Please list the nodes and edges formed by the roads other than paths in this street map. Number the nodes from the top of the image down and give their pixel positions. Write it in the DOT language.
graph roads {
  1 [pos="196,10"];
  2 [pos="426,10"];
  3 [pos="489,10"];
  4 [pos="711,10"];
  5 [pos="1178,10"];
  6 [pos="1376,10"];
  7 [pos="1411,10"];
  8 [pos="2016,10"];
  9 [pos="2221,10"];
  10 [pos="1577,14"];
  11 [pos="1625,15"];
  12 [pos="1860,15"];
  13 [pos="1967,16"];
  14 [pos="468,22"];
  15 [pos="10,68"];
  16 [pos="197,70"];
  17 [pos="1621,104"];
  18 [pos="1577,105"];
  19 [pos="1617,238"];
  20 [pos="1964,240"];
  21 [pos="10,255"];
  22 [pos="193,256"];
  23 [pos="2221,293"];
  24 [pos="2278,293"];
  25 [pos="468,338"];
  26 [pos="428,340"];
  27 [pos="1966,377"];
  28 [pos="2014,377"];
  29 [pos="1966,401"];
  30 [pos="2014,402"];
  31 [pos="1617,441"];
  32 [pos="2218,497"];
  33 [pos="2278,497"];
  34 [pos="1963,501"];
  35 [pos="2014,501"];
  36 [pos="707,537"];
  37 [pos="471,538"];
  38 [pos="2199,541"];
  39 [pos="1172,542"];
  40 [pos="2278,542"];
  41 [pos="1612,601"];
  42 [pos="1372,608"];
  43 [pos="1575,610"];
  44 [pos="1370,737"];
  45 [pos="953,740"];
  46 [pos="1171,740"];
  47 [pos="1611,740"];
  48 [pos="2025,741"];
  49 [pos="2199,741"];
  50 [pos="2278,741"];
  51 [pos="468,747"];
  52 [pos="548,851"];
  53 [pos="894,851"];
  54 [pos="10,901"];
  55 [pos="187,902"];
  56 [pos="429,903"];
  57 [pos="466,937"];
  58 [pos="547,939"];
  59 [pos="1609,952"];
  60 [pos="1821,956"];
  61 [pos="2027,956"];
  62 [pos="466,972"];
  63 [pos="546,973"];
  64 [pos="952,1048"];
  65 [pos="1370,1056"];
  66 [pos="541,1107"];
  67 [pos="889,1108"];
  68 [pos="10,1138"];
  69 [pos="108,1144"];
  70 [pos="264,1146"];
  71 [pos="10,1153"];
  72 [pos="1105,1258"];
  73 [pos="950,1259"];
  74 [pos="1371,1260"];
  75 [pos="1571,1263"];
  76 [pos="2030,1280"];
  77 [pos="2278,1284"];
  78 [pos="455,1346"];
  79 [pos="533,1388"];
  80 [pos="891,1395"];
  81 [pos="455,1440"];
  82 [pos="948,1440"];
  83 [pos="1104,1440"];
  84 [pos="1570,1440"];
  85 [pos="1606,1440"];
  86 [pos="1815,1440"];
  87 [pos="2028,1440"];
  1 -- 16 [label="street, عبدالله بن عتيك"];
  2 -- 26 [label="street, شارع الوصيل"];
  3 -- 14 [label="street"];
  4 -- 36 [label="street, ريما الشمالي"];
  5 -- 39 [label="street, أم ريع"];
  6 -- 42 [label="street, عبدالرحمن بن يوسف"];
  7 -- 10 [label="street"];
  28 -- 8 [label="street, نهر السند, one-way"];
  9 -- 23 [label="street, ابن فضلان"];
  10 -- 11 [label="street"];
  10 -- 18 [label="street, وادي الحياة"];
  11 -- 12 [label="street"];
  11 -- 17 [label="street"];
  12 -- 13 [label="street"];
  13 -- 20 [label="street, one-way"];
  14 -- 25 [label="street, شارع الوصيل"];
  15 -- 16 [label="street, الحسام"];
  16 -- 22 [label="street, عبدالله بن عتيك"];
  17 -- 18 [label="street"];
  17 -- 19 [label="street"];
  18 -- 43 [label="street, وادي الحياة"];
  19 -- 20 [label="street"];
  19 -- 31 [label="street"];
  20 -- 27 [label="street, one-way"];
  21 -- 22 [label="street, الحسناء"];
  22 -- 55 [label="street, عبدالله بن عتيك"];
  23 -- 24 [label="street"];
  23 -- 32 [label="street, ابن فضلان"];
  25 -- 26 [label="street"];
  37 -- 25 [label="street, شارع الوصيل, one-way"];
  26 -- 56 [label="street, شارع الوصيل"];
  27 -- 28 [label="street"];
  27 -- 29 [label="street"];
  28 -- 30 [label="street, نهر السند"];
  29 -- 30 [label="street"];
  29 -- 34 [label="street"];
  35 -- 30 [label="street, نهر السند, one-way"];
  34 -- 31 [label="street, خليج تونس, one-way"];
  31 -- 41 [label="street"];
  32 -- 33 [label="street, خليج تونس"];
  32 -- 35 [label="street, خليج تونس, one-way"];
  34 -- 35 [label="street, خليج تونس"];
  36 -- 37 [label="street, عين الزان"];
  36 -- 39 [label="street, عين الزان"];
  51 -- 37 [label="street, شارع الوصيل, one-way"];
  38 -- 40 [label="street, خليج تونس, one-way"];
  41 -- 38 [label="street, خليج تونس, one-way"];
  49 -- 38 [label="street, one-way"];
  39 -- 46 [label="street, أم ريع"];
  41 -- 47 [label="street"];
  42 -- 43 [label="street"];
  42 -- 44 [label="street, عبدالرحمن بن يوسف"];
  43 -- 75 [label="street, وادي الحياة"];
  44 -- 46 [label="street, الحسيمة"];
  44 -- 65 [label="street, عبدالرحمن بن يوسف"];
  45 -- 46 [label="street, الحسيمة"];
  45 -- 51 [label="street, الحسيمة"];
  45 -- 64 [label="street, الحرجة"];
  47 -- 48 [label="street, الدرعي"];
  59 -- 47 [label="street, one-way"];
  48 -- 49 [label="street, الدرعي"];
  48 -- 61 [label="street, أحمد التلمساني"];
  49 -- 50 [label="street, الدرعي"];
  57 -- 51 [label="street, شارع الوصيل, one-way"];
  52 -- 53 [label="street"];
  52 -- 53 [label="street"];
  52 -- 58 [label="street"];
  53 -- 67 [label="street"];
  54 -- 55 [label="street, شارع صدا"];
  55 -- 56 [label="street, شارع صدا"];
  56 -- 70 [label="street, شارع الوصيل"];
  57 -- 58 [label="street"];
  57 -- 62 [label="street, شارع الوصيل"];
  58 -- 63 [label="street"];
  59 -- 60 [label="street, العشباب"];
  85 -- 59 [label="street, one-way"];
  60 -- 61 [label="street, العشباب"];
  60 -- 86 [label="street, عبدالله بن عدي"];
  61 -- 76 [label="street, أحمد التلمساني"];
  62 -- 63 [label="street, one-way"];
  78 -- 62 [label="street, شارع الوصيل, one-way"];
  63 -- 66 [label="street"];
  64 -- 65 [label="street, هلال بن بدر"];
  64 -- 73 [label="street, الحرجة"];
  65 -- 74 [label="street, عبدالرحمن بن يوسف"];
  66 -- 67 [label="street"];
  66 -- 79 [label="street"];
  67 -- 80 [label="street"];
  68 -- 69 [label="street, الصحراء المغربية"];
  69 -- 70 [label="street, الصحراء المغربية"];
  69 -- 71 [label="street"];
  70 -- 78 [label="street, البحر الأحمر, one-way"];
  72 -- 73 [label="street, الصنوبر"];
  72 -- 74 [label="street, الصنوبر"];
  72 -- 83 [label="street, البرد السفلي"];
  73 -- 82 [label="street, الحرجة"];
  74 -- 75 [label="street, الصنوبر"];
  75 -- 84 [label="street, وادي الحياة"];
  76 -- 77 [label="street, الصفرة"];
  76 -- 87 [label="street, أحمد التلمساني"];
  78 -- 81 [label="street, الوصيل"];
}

--------------------------------

_Required work_
Retype all the data, changing nothing.

_Answer to this exercise_
Please list the nodes and edges formed by the roads other than paths in this street map. Number the nodes from the top of the image down and give their pixel positions. Write it in the DOT language.
graph roads {
  1 [pos="196,10"];
  2 [pos="426,10"];
  3 [pos="489,10"];
  4 [pos="711,10"];
  5 [pos="1178,10"];
  6 [pos="1376,10"];
  7 [pos="1411,10"];
  8 [pos="2016,10"];
  9 [pos="2221,10"];
  10 [pos="1577,14"];
  11 [pos="1625,15"];
  12 [pos="1860,15"];
  13 [pos="1967,16"];
  14 [pos="468,22"];
  15 [pos="10,68"];
  16 [pos="197,70"];
  17 [pos="1621,104"];
  18 [pos="1577,105"];
  19 [pos="1617,238"];
  20 [pos="1964,240"];
  21 [pos="10,255"];
  22 [pos="193,256"];
  23 [pos="2221,293"];
  24 [pos="2278,293"];
  25 [pos="468,338"];
  26 [pos="428,340"];
  27 [pos="1966,377"];
  28 [pos="2014,377"];
  29 [pos="1966,401"];
  30 [pos="2014,402"];
  31 [pos="1617,441"];
  32 [pos="2218,497"];
  33 [pos="2278,497"];
  34 [pos="1963,501"];
  35 [pos="2014,501"];
  36 [pos="707,537"];
  37 [pos="471,538"];
  38 [pos="2199,541"];
  39 [pos="1172,542"];
  40 [pos="2278,542"];
  41 [pos="1612,601"];
  42 [pos="1372,608"];
  43 [pos="1575,610"];
  44 [pos="1370,737"];
  45 [pos="953,740"];
  46 [pos="1171,740"];
  47 [pos="1611,740"];
  48 [pos="2025,741"];
  49 [pos="2199,741"];
  50 [pos="2278,741"];
  51 [pos="468,747"];
  52 [pos="548,851"];
  53 [pos="894,851"];
  54 [pos="10,901"];
  55 [pos="187,902"];
  56 [pos="429,903"];
  57 [pos="466,937"];
  58 [pos="547,939"];
  59 [pos="1609,952"];
  60 [pos="1821,956"];
  61 [pos="2027,956"];
  62 [pos="466,972"];
  63 [pos="546,973"];
  64 [pos="952,1048"];
  65 [pos="1370,1056"];
  66 [pos="541,1107"];
  67 [pos="889,1108"];
  68 [pos="10,1138"];
  69 [pos="108,1144"];
  70 [pos="264,1146"];
  71 [pos="10,1153"];
  72 [pos="1105,1258"];
  73 [pos="950,1259"];
  74 [pos="1371,1260"];
  75 [pos="1571,1263"];
  76 [pos="2030,1280"];
  77 [pos="2278,1284"];
  78 [pos="455,1346"];
  79 [pos="533,1388"];
  80 [pos="891,1395"];
  81 [pos="455,1440"];
  82 [pos="948,1440"];
  83 [pos="1104,1440"];
  84 [pos="1570,1440"];
  85 [pos="1606,1440"];
  86 [pos="1815,1440"];
  87 [pos="2028,1440"];
  1 -- 16 [label="street, عبدالله بن عتيك"];
  2 -- 26 [label="street, شارع الوصيل"];
  3 -- 14 [label="street"];
  4 -- 36 [label="street, ريما الشمالي"];
  5 -- 39 [label="street, أم ريع"];
  6 -- 42 [label="street, عبدالرحمن بن يوسف"];
  7 -- 10 [label="street"];
  28 -- 8 [label="street, نهر السند, one-way"];
  9 -- 23 [label="street, ابن فضلان"];
  10 -- 11 [label="street"];
  10 -- 18 [label="street, وادي الحياة"];
  11 -- 12 [label="street"];
  11 -- 17 [label="street"];
  12 -- 13 [label="street"];
  13 -- 20 [label="street, one-way"];
  14 -- 25 [label="street, شارع الوصيل"];
  15 -- 16 [label="street, الحسام"];
  16 -- 22 [label="street, عبدالله بن عتيك"];
  17 -- 18 [label="street"];
  17 -- 19 [label="street"];
  18 -- 43 [label="street, وادي الحياة"];
  19 -- 20 [label="street"];
  19 -- 31 [label="street"];
  20 -- 27 [label="street, one-way"];
  21 -- 22 [label="street, الحسناء"];
  22 -- 55 [label="street, عبدالله بن عتيك"];
  23 -- 24 [label="street"];
  23 -- 32 [label="street, ابن فضلان"];
  25 -- 26 [label="street"];
  37 -- 25 [label="street, شارع الوصيل, one-way"];
  26 -- 56 [label="street, شارع الوصيل"];
  27 -- 28 [label="street"];
  27 -- 29 [label="street"];
  28 -- 30 [label="street, نهر السند"];
  29 -- 30 [label="street"];
  29 -- 34 [label="street"];
  35 -- 30 [label="street, نهر السند, one-way"];
  34 -- 31 [label="street, خليج تونس, one-way"];
  31 -- 41 [label="street"];
  32 -- 33 [label="street, خليج تونس"];
  32 -- 35 [label="street, خليج تونس, one-way"];
  34 -- 35 [label="street, خليج تونس"];
  36 -- 37 [label="street, عين الزان"];
  36 -- 39 [label="street, عين الزان"];
  51 -- 37 [label="street, شارع الوصيل, one-way"];
  38 -- 40 [label="street, خليج تونس, one-way"];
  41 -- 38 [label="street, خليج تونس, one-way"];
  49 -- 38 [label="street, one-way"];
  39 -- 46 [label="street, أم ريع"];
  41 -- 47 [label="street"];
  42 -- 43 [label="street"];
  42 -- 44 [label="street, عبدالرحمن بن يوسف"];
  43 -- 75 [label="street, وادي الحياة"];
  44 -- 46 [label="street, الحسيمة"];
  44 -- 65 [label="street, عبدالرحمن بن يوسف"];
  45 -- 46 [label="street, الحسيمة"];
  45 -- 51 [label="street, الحسيمة"];
  45 -- 64 [label="street, الحرجة"];
  47 -- 48 [label="street, الدرعي"];
  59 -- 47 [label="street, one-way"];
  48 -- 49 [label="street, الدرعي"];
  48 -- 61 [label="street, أحمد التلمساني"];
  49 -- 50 [label="street, الدرعي"];
  57 -- 51 [label="street, شارع الوصيل, one-way"];
  52 -- 53 [label="street"];
  52 -- 53 [label="street"];
  52 -- 58 [label="street"];
  53 -- 67 [label="street"];
  54 -- 55 [label="street, شارع صدا"];
  55 -- 56 [label="street, شارع صدا"];
  56 -- 70 [label="street, شارع الوصيل"];
  57 -- 58 [label="street"];
  57 -- 62 [label="street, شارع الوصيل"];
  58 -- 63 [label="street"];
  59 -- 60 [label="street, العشباب"];
  85 -- 59 [label="street, one-way"];
  60 -- 61 [label="street, العشباب"];
  60 -- 86 [label="street, عبدالله بن عدي"];
  61 -- 76 [label="street, أحمد التلمساني"];
  62 -- 63 [label="street, one-way"];
  78 -- 62 [label="street, شارع الوصيل, one-way"];
  63 -- 66 [label="street"];
  64 -- 65 [label="street, هلال بن بدر"];
  64 -- 73 [label="street, الحرجة"];
  65 -- 74 [label="street, عبدالرحمن بن يوسف"];
  66 -- 67 [label="street"];
  66 -- 79 [label="street"];
  67 -- 80 [label="street"];
  68 -- 69 [label="street, الصحراء المغربية"];
  69 -- 70 [label="street, الصحراء المغربية"];
  69 -- 71 [label="street"];
  70 -- 78 [label="street, البحر الأحمر, one-way"];
  72 -- 73 [label="street, الصنوبر"];
  72 -- 74 [label="street, الصنوبر"];
  72 -- 83 [label="street, البرد السفلي"];
  73 -- 82 [label="street, الحرجة"];
  74 -- 75 [label="street, الصنوبر"];
  75 -- 84 [label="street, وادي الحياة"];
  76 -- 77 [label="street, الصفرة"];
  76 -- 87 [label="street, أحمد التلمساني"];
  78 -- 81 [label="street, الوصيل"];
}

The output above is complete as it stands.